Hoy, en pleno otoño -el mejor tiempo para las remembranzas-, hasta el gorro de políticos descarados, coronavirus, talibanes y diabólico volcán, vamos a refugiarnos en la memoria.

Durante la interminable posguerra la vía urbana más concurrida de la ciudad era Claudio Marcelo, que nunca perdió el sobrenombre de calle Nueva, desde que la abrieron al comienzo del siglo XX.

La calle Nueva era el camino para, bajando la Espartería, llegar al único mercado municipal de la Corredera, por lo cual siempre estaba repleta de público que, en navidad, se convertía en una multitud compacta. Durante diciembre, delante de los sillares del Ayuntamiento que nunca construyeron, colocaban puestos ambulantes de humildes figuras para belenes, brazadas de lentisco, panderetas y zambombas de todos los tamaños con el carrizo coronado por un floripondio de papel crespón.

Dicha calle Nueva contenía el compendio de todos los comercios de la ciudad. Repasémoslos a ojo de buen cubero. Había siete establecimientos de tejidos: Galisteo, Los Madrileños, Espino, unas pañerías en la esquina con Azonaicas, Flomar --sucursal de la firma nacional que vendía prendas masculinas confeccionadas-- la amplia tienda de Galo y los almacenes Sánchez. En el local de Galo y José Hernández vendían, a veces, tela blanca, opales y popelines a precio de marbete, formándose grandes colas para adquirirlos. Así funcionaba la tristísima posguerra imperial.

En los grandes almacenes Sánchez, con dos plantas, la cumbre de su atractivo coincidía con el mes de diciembre, cuando llenaban los escaparates de juguetes para que los comprasen los Reyes Magos. Allí conocimos una soñada bicicleta, los ingeniosos Meccanos para hacer construcciones y a Mariquita Pérez, la muñeca de último grito que lo mismo vestía de enfermera falangista adscrita a Auxilio Social, que de Caperucita Roja.

Cuatro eran las ferreterías: El Candado, Gutiérrez, El Timbre --en esta ocupaba el puesto de cajera la enlutada madre del poeta Juan Ugart, muerto en la guerra, del que nos regaló el libro Presentes de abril-- y La Campana, con un gran escaparate en el que exhibían las primicias del progreso: bañeras Roca y frigoríficos Kelvinator.

En la calle había dos farmacias: la de Caballero, muy surtida --allí me regalaron un maravilloso calidoscopio que anunciaba la Cafiaspirina-- y la de Ángel Avilés, en los bajos de la casa donde vivía Antonio Gala, con suelo entarimado y una impronta galdosiana. También eran dos las zapaterías --una se llamaba Mallorca-- y las tiendas Pueyo, especializadas en artículos de regalo, escribanías con Don Quijote y, desde noviembre, figuras para belenes de gran calidad que copiaban las de Salzillo.

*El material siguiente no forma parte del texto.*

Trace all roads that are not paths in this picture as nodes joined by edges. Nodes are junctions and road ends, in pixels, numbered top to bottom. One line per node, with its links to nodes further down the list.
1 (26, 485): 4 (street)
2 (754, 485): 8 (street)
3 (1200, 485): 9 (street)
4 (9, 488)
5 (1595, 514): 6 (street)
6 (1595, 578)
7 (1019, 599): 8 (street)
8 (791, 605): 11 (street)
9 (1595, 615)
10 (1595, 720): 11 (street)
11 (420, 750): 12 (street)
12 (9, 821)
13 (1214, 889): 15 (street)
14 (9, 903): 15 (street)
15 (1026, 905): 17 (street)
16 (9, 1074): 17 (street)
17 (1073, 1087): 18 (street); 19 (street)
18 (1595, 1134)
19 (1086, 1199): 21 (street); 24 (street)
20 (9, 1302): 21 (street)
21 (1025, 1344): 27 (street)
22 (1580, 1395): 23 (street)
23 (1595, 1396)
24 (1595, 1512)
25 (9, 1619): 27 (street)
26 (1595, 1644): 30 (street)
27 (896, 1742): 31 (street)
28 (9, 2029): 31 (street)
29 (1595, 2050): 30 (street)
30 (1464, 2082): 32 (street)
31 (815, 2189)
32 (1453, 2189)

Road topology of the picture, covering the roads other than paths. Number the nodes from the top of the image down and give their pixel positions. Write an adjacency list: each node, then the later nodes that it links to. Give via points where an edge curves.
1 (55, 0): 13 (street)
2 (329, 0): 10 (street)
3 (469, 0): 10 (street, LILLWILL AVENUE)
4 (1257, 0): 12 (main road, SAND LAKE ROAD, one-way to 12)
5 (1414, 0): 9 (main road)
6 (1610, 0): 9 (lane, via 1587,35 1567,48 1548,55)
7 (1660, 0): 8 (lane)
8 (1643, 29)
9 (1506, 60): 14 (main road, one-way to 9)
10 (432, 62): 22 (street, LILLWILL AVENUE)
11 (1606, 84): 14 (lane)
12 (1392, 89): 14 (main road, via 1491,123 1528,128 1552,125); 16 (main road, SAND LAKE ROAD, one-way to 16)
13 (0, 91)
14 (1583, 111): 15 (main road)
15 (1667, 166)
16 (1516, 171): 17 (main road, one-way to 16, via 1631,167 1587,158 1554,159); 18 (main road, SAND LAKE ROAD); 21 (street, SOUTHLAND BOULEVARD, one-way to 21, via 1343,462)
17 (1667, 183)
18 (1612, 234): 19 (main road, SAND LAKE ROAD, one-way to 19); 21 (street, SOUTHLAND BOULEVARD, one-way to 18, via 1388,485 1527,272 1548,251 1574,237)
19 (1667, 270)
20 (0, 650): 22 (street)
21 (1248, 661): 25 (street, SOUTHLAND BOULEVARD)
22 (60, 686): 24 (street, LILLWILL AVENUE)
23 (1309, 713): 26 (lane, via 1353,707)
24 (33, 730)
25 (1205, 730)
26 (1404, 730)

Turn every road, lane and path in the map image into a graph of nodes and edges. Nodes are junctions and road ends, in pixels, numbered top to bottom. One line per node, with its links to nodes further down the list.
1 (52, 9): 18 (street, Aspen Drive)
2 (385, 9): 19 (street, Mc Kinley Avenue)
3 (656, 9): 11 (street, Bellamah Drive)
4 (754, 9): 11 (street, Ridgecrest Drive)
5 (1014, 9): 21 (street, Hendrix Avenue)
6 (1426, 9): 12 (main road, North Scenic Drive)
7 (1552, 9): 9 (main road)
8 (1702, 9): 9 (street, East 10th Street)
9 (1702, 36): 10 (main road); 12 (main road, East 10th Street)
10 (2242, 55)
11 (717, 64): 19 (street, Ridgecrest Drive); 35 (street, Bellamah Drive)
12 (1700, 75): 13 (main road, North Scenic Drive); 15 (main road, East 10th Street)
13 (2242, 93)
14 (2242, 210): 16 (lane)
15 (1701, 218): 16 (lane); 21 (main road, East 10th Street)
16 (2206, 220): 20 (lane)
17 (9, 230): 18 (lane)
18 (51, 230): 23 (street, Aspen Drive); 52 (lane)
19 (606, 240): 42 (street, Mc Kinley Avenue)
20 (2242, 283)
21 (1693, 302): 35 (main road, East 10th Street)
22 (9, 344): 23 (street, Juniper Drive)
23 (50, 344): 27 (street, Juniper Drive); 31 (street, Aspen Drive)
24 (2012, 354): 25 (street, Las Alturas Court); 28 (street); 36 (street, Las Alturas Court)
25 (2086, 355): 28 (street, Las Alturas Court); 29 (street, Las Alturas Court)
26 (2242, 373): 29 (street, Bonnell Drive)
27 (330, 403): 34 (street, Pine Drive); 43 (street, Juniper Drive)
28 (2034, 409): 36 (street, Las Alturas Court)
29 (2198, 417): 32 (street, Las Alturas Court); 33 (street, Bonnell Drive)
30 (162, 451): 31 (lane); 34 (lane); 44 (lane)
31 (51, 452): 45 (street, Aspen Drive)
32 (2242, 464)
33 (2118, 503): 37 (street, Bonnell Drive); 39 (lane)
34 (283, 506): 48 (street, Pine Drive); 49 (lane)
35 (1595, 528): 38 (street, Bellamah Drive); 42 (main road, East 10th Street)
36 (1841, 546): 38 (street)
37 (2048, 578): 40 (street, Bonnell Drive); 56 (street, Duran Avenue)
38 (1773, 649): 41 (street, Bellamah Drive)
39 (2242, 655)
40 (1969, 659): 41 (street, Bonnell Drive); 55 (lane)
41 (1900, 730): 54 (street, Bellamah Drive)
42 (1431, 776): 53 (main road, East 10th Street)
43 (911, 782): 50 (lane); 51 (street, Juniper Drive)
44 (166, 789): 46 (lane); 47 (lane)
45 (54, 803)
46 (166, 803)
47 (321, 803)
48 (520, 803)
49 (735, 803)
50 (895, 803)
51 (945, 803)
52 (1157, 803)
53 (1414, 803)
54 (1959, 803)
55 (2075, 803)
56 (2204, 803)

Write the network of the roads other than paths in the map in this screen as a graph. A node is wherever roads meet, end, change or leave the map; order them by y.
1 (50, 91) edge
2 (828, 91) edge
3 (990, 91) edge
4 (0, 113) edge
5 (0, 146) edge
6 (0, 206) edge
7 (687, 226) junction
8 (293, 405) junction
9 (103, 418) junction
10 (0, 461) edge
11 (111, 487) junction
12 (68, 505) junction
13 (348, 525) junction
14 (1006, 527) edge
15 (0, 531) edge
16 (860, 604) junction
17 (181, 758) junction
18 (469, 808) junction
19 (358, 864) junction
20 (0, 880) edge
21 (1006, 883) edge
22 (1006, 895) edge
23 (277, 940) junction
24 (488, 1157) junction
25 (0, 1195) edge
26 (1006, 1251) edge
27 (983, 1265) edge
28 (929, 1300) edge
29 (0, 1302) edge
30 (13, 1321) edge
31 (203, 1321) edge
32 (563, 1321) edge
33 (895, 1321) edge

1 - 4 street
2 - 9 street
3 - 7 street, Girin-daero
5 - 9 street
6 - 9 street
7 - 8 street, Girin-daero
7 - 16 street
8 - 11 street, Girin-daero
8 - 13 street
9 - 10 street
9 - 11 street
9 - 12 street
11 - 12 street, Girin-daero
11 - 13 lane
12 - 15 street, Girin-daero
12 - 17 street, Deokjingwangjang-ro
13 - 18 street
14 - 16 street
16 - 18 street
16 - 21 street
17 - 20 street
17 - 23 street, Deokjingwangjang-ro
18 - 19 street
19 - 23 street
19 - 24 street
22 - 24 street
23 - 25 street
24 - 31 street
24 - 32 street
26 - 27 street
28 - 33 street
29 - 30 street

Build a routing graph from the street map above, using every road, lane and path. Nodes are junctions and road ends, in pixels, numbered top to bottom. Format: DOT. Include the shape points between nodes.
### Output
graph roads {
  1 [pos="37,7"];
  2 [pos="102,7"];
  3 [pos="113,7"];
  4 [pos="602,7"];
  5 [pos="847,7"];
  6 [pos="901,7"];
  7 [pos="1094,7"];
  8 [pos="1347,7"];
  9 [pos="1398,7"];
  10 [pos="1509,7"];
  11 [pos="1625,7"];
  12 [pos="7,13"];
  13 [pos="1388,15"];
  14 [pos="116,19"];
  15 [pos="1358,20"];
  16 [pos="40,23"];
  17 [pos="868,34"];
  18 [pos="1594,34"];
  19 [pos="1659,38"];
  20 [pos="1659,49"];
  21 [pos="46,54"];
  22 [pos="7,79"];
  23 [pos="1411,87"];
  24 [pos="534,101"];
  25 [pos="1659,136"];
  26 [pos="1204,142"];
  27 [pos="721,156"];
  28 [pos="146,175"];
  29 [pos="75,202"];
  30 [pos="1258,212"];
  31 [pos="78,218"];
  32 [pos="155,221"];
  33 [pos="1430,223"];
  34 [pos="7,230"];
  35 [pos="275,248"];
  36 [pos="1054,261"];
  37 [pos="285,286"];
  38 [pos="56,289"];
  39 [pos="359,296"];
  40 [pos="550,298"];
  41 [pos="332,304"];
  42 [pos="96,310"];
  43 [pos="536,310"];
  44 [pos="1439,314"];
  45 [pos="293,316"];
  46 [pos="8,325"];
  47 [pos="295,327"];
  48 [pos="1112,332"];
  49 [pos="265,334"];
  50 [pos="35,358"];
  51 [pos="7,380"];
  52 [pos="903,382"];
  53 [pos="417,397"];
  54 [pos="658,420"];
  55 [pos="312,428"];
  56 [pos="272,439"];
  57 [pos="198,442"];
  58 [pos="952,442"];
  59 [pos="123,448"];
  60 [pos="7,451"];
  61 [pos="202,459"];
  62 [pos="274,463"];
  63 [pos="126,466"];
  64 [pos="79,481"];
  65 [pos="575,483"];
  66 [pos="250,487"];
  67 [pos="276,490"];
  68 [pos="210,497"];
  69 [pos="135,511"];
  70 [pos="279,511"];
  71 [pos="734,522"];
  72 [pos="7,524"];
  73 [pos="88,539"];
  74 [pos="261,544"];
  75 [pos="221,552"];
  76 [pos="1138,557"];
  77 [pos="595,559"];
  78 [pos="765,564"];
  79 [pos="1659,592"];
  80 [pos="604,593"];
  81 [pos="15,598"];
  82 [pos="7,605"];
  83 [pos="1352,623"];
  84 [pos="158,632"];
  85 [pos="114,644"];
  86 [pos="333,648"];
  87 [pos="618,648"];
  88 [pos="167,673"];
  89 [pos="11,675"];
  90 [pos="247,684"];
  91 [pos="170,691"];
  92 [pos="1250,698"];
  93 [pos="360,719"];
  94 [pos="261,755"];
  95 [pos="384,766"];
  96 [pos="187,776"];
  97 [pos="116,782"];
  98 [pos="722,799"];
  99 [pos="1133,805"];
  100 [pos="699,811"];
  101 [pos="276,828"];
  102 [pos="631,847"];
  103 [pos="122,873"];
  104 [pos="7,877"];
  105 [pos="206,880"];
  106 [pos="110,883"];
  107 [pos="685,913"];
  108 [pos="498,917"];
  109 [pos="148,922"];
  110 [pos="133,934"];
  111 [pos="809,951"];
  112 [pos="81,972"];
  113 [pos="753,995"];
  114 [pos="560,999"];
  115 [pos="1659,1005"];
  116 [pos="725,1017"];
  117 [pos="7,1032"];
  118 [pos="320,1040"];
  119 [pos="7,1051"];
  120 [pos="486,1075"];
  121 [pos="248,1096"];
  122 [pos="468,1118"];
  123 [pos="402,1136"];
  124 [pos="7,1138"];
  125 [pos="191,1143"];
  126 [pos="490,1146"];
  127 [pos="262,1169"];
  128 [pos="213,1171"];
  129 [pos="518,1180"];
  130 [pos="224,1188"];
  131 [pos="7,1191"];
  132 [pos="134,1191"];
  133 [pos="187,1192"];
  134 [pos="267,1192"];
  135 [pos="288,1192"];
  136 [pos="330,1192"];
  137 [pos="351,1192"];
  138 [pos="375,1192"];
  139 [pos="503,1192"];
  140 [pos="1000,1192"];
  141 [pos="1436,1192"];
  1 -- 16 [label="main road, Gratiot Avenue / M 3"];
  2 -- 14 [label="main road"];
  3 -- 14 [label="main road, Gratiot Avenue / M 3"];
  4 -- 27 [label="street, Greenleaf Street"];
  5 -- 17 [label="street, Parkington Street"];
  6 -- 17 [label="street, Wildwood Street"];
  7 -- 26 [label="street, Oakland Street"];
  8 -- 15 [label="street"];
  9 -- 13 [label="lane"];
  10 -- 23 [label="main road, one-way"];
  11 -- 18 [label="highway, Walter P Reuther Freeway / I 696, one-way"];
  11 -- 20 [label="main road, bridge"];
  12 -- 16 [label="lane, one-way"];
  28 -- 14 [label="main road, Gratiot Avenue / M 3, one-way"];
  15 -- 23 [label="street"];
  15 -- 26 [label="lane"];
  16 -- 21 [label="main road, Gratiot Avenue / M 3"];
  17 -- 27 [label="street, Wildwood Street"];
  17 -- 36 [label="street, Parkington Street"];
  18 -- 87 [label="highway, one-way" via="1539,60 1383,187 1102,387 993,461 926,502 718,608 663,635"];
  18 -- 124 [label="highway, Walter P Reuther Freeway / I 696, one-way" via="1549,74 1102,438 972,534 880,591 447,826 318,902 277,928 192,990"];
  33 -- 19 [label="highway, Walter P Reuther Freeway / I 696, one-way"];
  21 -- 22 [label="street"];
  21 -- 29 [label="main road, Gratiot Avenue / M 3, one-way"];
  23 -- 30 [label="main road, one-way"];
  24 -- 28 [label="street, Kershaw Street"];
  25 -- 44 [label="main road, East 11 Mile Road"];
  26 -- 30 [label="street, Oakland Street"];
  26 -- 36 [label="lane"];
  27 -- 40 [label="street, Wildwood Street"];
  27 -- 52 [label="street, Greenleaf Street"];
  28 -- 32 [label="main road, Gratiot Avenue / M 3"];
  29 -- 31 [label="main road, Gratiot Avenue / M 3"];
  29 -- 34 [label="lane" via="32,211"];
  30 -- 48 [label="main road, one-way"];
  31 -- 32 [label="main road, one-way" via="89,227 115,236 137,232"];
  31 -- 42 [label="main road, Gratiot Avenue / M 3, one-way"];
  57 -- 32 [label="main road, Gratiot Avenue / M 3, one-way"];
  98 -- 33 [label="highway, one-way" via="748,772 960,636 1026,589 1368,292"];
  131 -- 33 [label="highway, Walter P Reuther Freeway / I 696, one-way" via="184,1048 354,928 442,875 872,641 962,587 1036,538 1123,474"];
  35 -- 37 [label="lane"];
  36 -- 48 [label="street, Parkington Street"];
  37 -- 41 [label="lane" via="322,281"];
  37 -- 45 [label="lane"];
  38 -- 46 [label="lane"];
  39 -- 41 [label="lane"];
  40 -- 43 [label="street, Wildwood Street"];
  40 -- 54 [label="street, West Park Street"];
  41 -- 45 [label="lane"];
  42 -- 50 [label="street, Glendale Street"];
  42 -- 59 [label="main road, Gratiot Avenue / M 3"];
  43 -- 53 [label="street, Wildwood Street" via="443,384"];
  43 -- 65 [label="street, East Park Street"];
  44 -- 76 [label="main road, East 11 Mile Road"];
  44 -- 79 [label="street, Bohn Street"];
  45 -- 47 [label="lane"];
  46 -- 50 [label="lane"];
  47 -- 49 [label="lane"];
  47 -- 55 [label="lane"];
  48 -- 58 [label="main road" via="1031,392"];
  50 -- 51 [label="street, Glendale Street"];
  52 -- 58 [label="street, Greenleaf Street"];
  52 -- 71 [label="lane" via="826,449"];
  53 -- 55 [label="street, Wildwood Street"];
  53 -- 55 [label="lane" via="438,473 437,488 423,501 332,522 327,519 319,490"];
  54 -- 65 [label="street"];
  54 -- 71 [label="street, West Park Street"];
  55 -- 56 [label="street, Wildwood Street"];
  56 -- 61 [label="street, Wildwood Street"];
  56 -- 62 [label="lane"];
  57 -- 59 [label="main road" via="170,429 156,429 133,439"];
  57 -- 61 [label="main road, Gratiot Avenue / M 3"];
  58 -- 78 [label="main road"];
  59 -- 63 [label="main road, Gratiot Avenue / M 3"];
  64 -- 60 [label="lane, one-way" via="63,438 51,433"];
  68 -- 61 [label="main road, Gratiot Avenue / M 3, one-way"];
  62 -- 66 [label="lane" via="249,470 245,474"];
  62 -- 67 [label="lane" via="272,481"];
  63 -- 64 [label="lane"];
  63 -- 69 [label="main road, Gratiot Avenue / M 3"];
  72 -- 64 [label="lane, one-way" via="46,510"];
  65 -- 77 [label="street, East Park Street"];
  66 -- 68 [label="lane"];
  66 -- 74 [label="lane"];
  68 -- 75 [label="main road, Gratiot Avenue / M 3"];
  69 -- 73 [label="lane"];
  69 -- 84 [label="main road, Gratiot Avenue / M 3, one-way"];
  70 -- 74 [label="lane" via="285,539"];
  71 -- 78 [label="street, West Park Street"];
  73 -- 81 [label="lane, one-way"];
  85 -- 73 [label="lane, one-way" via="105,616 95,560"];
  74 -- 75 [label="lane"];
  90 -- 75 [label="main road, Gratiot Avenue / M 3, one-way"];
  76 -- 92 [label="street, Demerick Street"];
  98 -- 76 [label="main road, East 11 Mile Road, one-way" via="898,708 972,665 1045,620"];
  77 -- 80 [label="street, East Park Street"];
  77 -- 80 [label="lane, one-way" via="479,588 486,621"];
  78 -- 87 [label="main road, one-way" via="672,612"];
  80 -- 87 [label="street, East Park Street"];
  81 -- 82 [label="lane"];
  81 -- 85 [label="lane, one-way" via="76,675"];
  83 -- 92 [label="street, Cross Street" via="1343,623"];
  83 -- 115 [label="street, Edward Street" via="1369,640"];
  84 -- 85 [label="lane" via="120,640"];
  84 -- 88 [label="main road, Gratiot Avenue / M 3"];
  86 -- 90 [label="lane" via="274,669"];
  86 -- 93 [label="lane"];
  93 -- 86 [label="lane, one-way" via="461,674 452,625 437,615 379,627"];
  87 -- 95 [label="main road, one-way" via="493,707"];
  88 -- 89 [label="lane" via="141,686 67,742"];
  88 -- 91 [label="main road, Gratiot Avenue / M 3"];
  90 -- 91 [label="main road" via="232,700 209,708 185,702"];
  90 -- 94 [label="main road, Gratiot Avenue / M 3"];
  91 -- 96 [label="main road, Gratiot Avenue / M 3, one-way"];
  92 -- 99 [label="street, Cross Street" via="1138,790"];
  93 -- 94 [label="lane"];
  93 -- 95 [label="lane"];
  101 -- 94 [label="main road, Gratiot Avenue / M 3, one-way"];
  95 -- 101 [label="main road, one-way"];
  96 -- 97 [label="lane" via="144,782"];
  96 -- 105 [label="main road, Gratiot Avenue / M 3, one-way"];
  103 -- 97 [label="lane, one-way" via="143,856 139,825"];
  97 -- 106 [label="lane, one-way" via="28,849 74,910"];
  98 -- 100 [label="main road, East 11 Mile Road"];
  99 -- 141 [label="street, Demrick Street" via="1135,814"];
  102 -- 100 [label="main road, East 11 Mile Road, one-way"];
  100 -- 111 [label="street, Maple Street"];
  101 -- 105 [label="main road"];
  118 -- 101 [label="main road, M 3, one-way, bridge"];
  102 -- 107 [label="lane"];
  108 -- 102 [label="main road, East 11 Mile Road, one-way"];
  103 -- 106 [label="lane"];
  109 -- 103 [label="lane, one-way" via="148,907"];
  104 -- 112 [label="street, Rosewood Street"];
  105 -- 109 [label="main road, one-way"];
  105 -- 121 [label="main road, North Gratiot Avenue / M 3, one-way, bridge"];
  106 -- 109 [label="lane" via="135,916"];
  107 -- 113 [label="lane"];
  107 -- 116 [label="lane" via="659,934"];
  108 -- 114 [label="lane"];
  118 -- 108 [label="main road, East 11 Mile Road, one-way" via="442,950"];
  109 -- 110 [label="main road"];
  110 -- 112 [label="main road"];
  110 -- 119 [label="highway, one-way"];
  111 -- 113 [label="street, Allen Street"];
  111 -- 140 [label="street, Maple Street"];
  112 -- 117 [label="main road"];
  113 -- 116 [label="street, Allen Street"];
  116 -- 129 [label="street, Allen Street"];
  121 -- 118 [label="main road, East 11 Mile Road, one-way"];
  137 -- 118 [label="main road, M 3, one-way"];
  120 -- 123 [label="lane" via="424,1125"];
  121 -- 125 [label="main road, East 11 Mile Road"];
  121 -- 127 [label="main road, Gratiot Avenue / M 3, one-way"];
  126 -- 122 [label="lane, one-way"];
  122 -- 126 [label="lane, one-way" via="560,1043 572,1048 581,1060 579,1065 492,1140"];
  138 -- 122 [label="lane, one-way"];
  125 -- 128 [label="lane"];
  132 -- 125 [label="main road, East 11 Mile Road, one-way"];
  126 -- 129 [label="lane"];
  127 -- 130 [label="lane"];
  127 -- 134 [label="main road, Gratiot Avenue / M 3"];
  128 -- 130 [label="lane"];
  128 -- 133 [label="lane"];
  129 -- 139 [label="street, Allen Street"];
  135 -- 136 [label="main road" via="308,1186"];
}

Lindando con el Instituto de Enseñanza Media que dirigía don Perfecto García Conejero, estaba la perfumería Hoyo, que expendía colonias a granel capaces de inundar con sus aromas el primer tercio de la calle. Más abajo, una armería empolvada y tenebrosa; el mejor estanco de la ciudad que, además de mediocres tabacos nacionales, vendía efectos timbrados, entre ellos las letras de cambio que iniciaban su espectacular reinado; casa Márquez que comercializó los primeros trajes de faralaes. En la acera de enfrente, la óptica Otero que también tenía ortopedias rudimentarias; una tintorería -«Lutos en 24 horas»-; la tienda de Redondo, con muebles apilados en un batiburrillo indescifrable; las pasamanerías Kalia y Muñoz. Esta última guardaba en cajoncitos broches, botones, imperdibles, cintas, entredoses, bobinas...

Todos esos establecimientos han ido desapareciendo. La única excepción es la Relojería Suiza que hasta conserva su antigua fisonomía.

Por la calzada de la calle Nueva circulaban, constantemente, carros tirados por mulas que transportaban productos para el mercado de La Corredera, en vísperas navideñas manadas de pavos y, de vez en cuando, automóviles con gasógeno y los autobuses llamados «de las calles».

En vía tan importante y concurrida tenían sus consultas médicos muy acreditados, como los doctores Bueno, Gala, Calzadilla, Ochotorena..., y abundantes funcionarios. Recuerdo uno de alta gama, con dos hijos mozalbetes de menguada estatura, al que los guasones llamaban el Padre Coloma por ser autor de pequeñeces.